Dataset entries
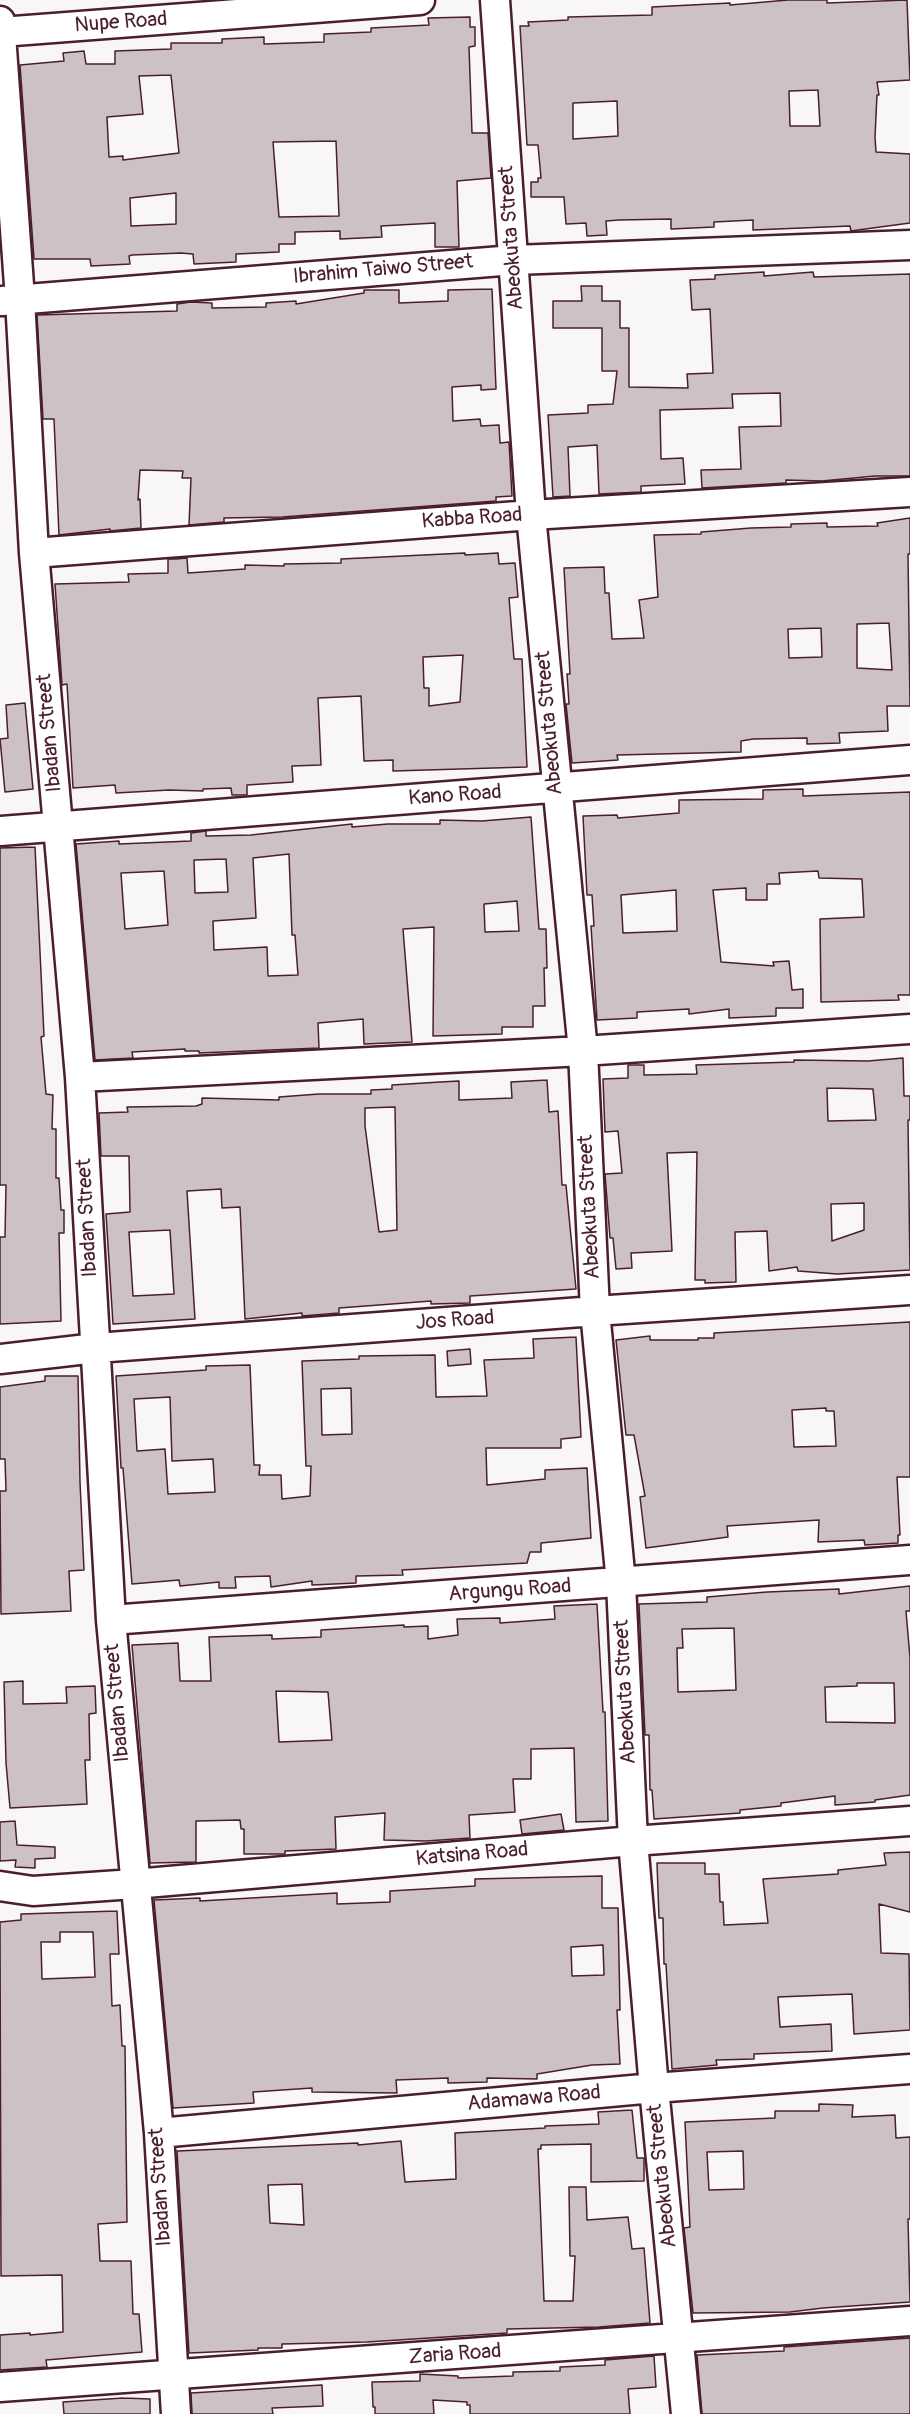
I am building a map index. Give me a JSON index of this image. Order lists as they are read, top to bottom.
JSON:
{
  "streets": {
    "street": [
      "Nupe Road",
      "Abeokuta Street",
      "Ibrahim Taiwo Street",
      "Kabba Road",
      "Ibadan Street",
      "Kano Road",
      "Jos Road",
      "Argungu Road",
      "Katsina Road",
      "Adamawa Road",
      "Zaria Road"
    ]
  },
  "crossings": [
    ["Nupe Road", "Ibadan Street"],
    ["Abeokuta Street", "Ibrahim Taiwo Street"],
    ["Abeokuta Street", "Kabba Road"],
    ["Abeokuta Street", "Kano Road"],
    ["Abeokuta Street", "Jos Road"],
    ["Abeokuta Street", "Argungu Road"],
    ["Abeokuta Street", "Katsina Road"],
    ["Abeokuta Street", "Adamawa Road"],
    ["Abeokuta Street", "Zaria Road"],
    ["Ibrahim Taiwo Street", "Ibadan Street"],
    ["Kabba Road", "Ibadan Street"],
    ["Ibadan Street", "Kano Road"],
    ["Ibadan Street", "Jos Road"],
    ["Ibadan Street", "Argungu Road"],
    ["Ibadan Street", "Katsina Road"],
    ["Ibadan Street", "Adamawa Road"],
    ["Ibadan Street", "Zaria Road"]
  ]
}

● **Task instructions**
Each line above that contains the string "Ibadan" should be identified and copied.

● **Finished exercise**
      "Ibadan Street",
    ["Nupe Road", "Ibadan Street"],
    ["Ibrahim Taiwo Street", "Ibadan Street"],
    ["Kabba Road", "Ibadan Street"],
    ["Ibadan Street", "Kano Road"],
    ["Ibadan Street", "Jos Road"],
    ["Ibadan Street", "Argungu Road"],
    ["Ibadan Street", "Katsina Road"],
    ["Ibadan Street", "Adamawa Road"],
    ["Ibadan Street", "Zaria Road"]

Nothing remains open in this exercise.